Innovation Ignorance

There has been a plethora of debate recently about stimulating innovation in the construction industry, but it seems to me that all discussions have missed the fundamental point:

“There is no incentive for construction industry players to innovate.”

Innovation is expensive so there needs to be adequate reward for investment in innovation. In manufacturing, innovation is rewarded by lower production costs or higher product sales, which when multiplied by thousands or millions of products adds up to a considerable incentive.

In construction, a team is assembled to deliver a single product. They may never have worked together before and may never work together again. Some of them may be competitors. The main beneficiary of any innovation is certainly not going to be any of the design team; it is most likely to be the end user who may not even be known at the time of design. How then is the team incentivised to innovate?

Innovation may be in the interests of the developer if this means that buildings are more attractive to customers, but our dysfunctional property market means that the premium for location outweighs that for building performance by such a margin that innovation becomes irrelevant. Further, the developer has the counter incentive to pay the lowest design and construction cost possible to maximise his return in the market.
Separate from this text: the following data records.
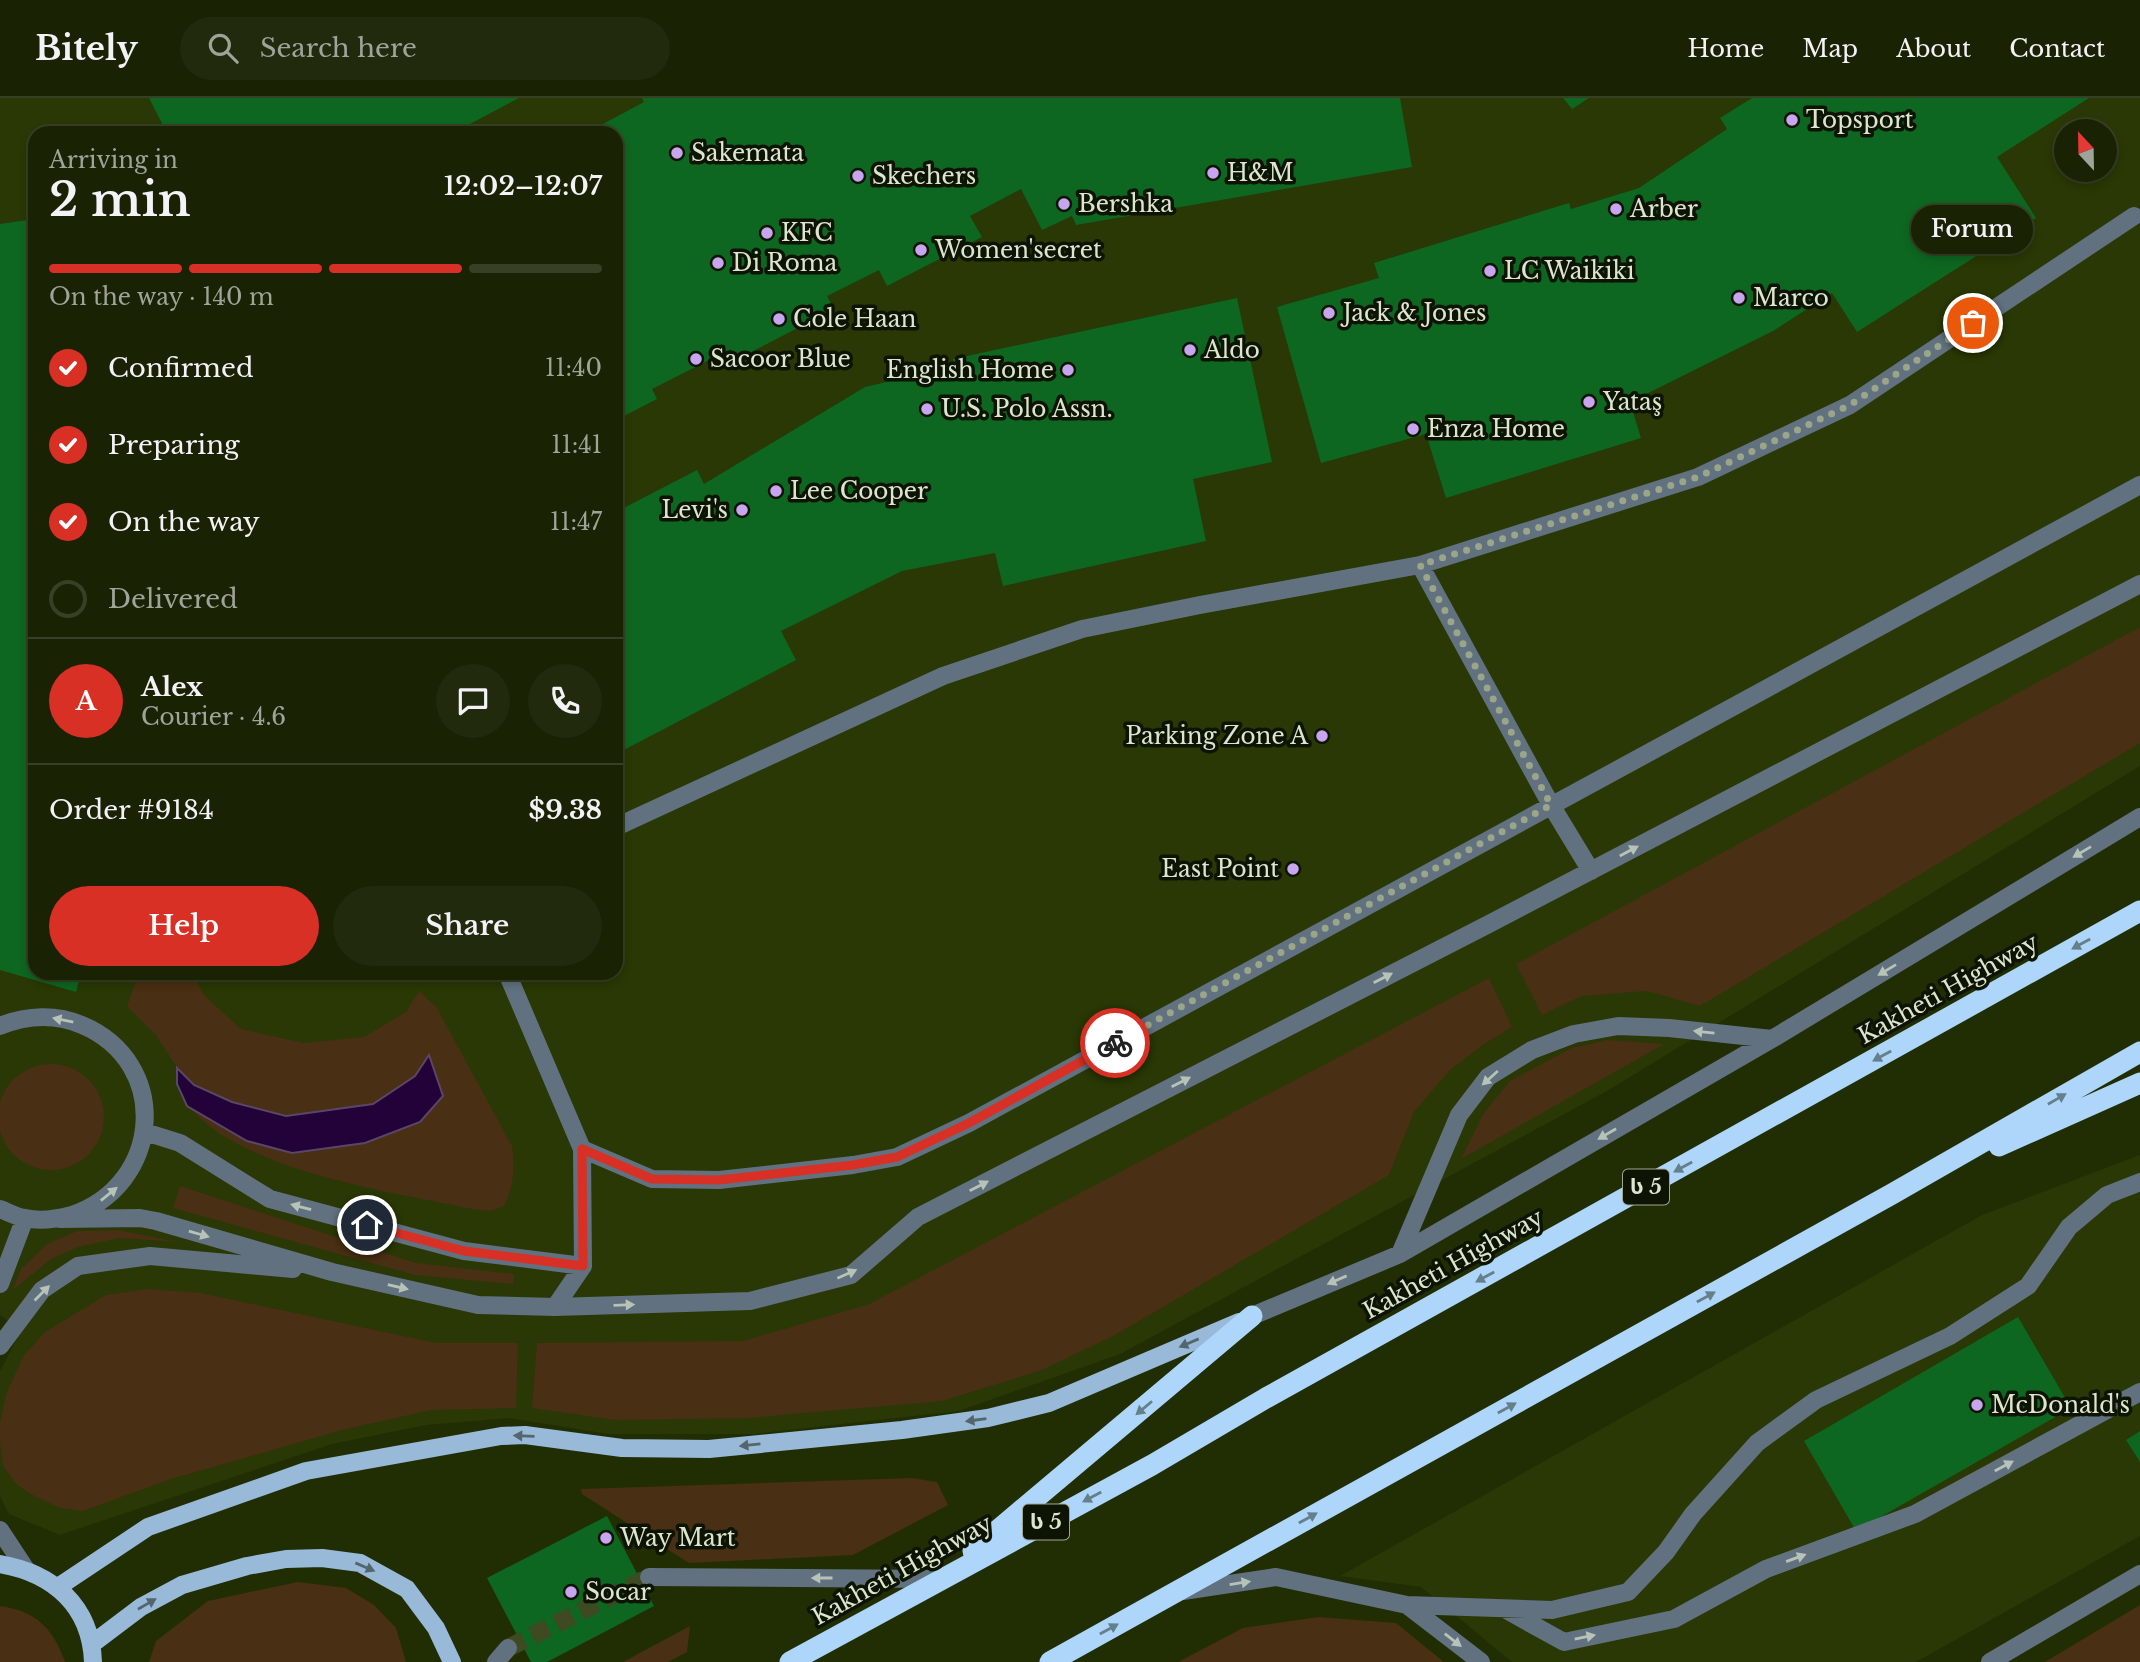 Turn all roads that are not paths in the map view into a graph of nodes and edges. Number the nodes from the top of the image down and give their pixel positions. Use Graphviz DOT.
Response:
graph roads {
  1 [pos="2134,216"];
  2 [pos="2140,485"];
  3 [pos="1420,565"];
  4 [pos="2140,583"];
  5 [pos="1551,805"];
  6 [pos="2140,817"];
  7 [pos="623,824"];
  8 [pos="1591,871"];
  9 [pos="2140,911"];
  10 [pos="510,980"];
  11 [pos="0,1026"];
  12 [pos="1772,1039"];
  13 [pos="2140,1052"];
  14 [pos="2140,1083"];
  15 [pos="145,1132"];
  16 [pos="582,1149"];
  17 [pos="2140,1182"];
  18 [pos="1892,1194"];
  19 [pos="0,1209"];
  20 [pos="25,1219"];
  21 [pos="60,1219"];
  22 [pos="1400,1254"];
  23 [pos="583,1266"];
  24 [pos="332,1272"];
  25 [pos="0,1284"];
  26 [pos="555,1307"];
  27 [pos="1252,1316"];
  28 [pos="0,1346"];
  29 [pos="2140,1392"];
  30 [pos="0,1530"];
  31 [pos="0,1564"];
  32 [pos="25,1568"];
  33 [pos="2140,1574"];
  34 [pos="649,1577"];
  35 [pos="939,1579"];
  36 [pos="58,1587"];
  37 [pos="1173,1593"];
  38 [pos="1407,1605"];
  39 [pos="1501,1608"];
  40 [pos="92,1653"];
  41 [pos="452,1662"];
  42 [pos="790,1662"];
  43 [pos="1049,1662"];
  44 [pos="1482,1662"];
  45 [pos="1990,1662"];
  1 -- 3 [label="street"];
  2 -- 5 [label="street"];
  3 -- 5 [label="street"];
  3 -- 7 [label="street"];
  8 -- 4 [label="street, one-way"];
  5 -- 8 [label="street"];
  5 -- 16 [label="street"];
  6 -- 12 [label="street, one-way"];
  26 -- 8 [label="street, one-way"];
  9 -- 35 [label="highway, Kakheti Highway / ს 5, one-way"];
  10 -- 16 [label="street"];
  15 -- 11 [label="street, one-way"];
  12 -- 22 [label="street, one-way"];
  12 -- 22 [label="street, one-way"];
  18 -- 13 [label="highway, one-way"];
  14 -- 18 [label="highway"];
  21 -- 15 [label="street, one-way"];
  23 -- 15 [label="street, one-way"];
  16 -- 23 [label="street"];
  17 -- 39 [label="street"];
  37 -- 18 [label="highway, one-way"];
  19 -- 20 [label="street"];
  20 -- 21 [label="street"];
  20 -- 25 [label="street"];
  21 -- 24 [label="street, one-way"];
  22 -- 27 [label="street, one-way"];
  23 -- 26 [label="street"];
  24 -- 26 [label="street, one-way"];
  28 -- 24 [label="street, one-way"];
  27 -- 35 [label="highway, one-way"];
  27 -- 36 [label="main road, one-way"];
  39 -- 29 [label="street, one-way"];
  30 -- 32 [label="street"];
  31 -- 32 [label="main road"];
  32 -- 36 [label="main road"];
  33 -- 45 [label="street"];
  35 -- 34 [label="street, one-way"];
  35 -- 42 [label="highway, Kakheti Highway / ს 5"];
  36 -- 40 [label="main road"];
  37 -- 38 [label="street, one-way"];
  43 -- 37 [label="highway, one-way"];
  38 -- 39 [label="street"];
  38 -- 44 [label="street, one-way"];
  40 -- 41 [label="main road, one-way"];
} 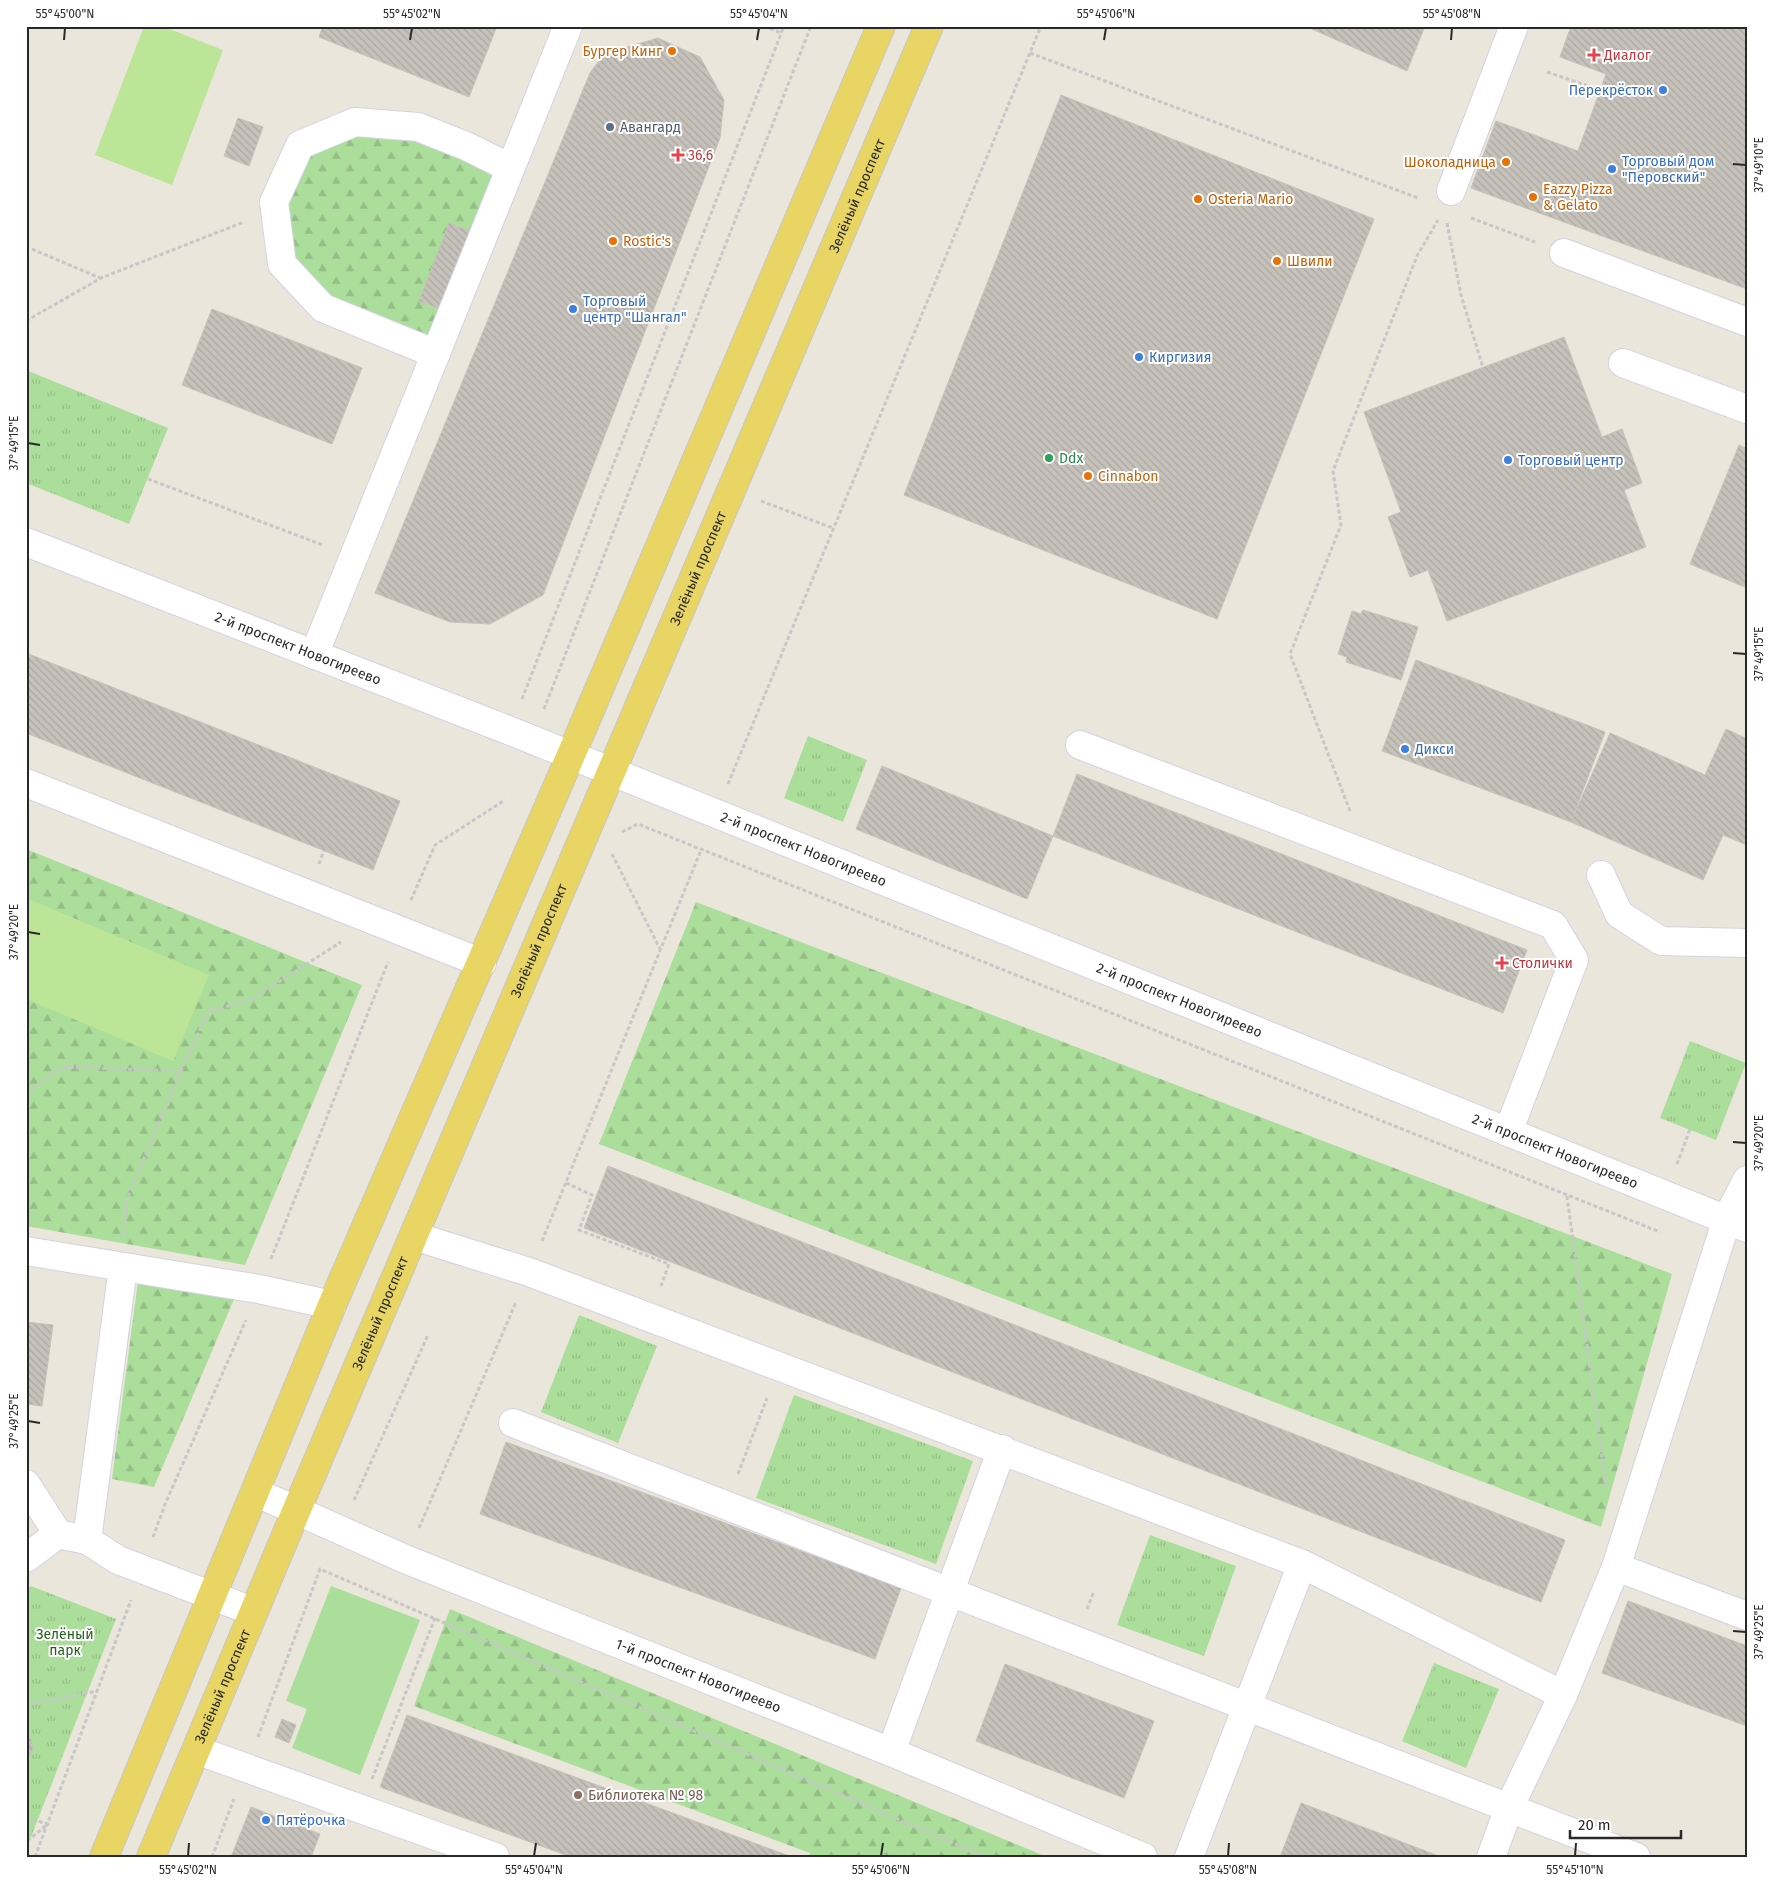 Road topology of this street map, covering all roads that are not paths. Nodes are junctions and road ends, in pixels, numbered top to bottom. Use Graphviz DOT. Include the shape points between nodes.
graph roads {
  1 [pos="568,26"];
  2 [pos="881,26"];
  3 [pos="929,26"];
  4 [pos="1514,26"];
  5 [pos="510,168"];
  6 [pos="1448,199"];
  7 [pos="1564,253"];
  8 [pos="1747,322"];
  9 [pos="436,354"];
  10 [pos="1623,363"];
  11 [pos="1747,409"];
  12 [pos="26,542"];
  13 [pos="314,655"];
  14 [pos="1080,745"];
  15 [pos="571,755"];
  16 [pos="612,773"];
  17 [pos="26,783"];
  18 [pos="1601,876"];
  19 [pos="1747,943"];
  20 [pos="482,963"];
  21 [pos="1508,1132"];
  22 [pos="1747,1180"];
  23 [pos="1737,1224"];
  24 [pos="414,1236"];
  25 [pos="26,1251"];
  26 [pos="123,1267"];
  27 [pos="332,1305"];
  28 [pos="513,1423"];
  29 [pos="1002,1449"];
  30 [pos="26,1484"];
  31 [pos="255,1492"];
  32 [pos="295,1510"];
  33 [pos="58,1534"];
  34 [pos="87,1540"];
  35 [pos="26,1558"];
  36 [pos="1302,1564"];
  37 [pos="1616,1567"];
  38 [pos="951,1592"];
  39 [pos="212,1596"];
  40 [pos="252,1611"];
  41 [pos="1747,1616"];
  42 [pos="1563,1695"];
  43 [pos="1247,1706"];
  44 [pos="196,1750"];
  45 [pos="891,1752"];
  46 [pos="1509,1808"];
  47 [pos="104,1857"];
  48 [pos="151,1857"];
  49 [pos="495,1857"];
  50 [pos="1144,1857"];
  51 [pos="1190,1857"];
  52 [pos="1491,1857"];
  53 [pos="1636,1857"];
  1 -- 5 [label="street"];
  2 -- 15 [label="main road"];
  3 -- 16 [label="main road, Зелёный проспект"];
  4 -- 6 [label="street"];
  5 -- 9 [label="street"];
  5 -- 9 [label="street" via="418,127 354,122 300,145 274,202 282,264 323,308"];
  7 -- 8 [label="street"];
  9 -- 13 [label="street"];
  10 -- 11 [label="street"];
  12 -- 13 [label="street, 2-й проспект Новогиреево"];
  13 -- 15 [label="street, 2-й проспект Новогиреево"];
  14 -- 21 [label="street" via="1553,925 1574,960"];
  15 -- 16 [label="street, 2-й проспект Новогиреево"];
  15 -- 20 [label="main road"];
  16 -- 21 [label="street, 2-й проспект Новогиреево"];
  16 -- 24 [label="main road, Зелёный проспект"];
  17 -- 20 [label="street"];
  18 -- 19 [label="street" via="1619,914 1662,941"];
  20 -- 27 [label="main road"];
  21 -- 23 [label="street, 2-й проспект Новогиреево"];
  22 -- 23 [label="street"];
  23 -- 37 [label="street"];
  24 -- 29 [label="street" via="529,1272"];
  24 -- 32 [label="main road, Зелёный проспект"];
  25 -- 26 [label="street"];
  26 -- 27 [label="street" via="259,1289"];
  26 -- 34 [label="street"];
  27 -- 31 [label="main road"];
  28 -- 38 [label="street"];
  29 -- 36 [label="street"];
  29 -- 38 [label="street"];
  30 -- 33 [label="street"];
  31 -- 32 [label="street, 1-й проспект Новогиреево"];
  31 -- 39 [label="main road"];
  32 -- 40 [label="main road, Зелёный проспект"];
  32 -- 45 [label="street, 1-й проспект Новогиреево" via="405,1559"];
  33 -- 34 [label="street"];
  33 -- 35 [label="street"];
  34 -- 39 [label="street" via="118,1560"];
  36 -- 42 [label="street"];
  36 -- 43 [label="street"];
  37 -- 41 [label="street"];
  37 -- 42 [label="street"];
  38 -- 43 [label="street"];
  38 -- 45 [label="street"];
  39 -- 40 [label="street"];
  39 -- 47 [label="main road"];
  40 -- 44 [label="main road, Зелёный проспект"];
  42 -- 46 [label="street"];
  43 -- 46 [label="street"];
  43 -- 51 [label="street"];
  44 -- 48 [label="main road, Зелёный проспект"];
  44 -- 49 [label="street"];
  45 -- 50 [label="street, 1-й проспект Новогиреево"];
  46 -- 52 [label="street"];
  46 -- 53 [label="street"];
}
The reality is that the construction industry won’t innovate unless there is a strong reason for doing so, but that can’t happen with the present property market. Government could lead the way by procuring public sector construction in a way that directly rewards innovators, rather than persisting in least first cost procurement, but that would require joined up thinking which has never been their strength. However that would be a much more productive approach than continuing to lambaste an industry for something beyond its control.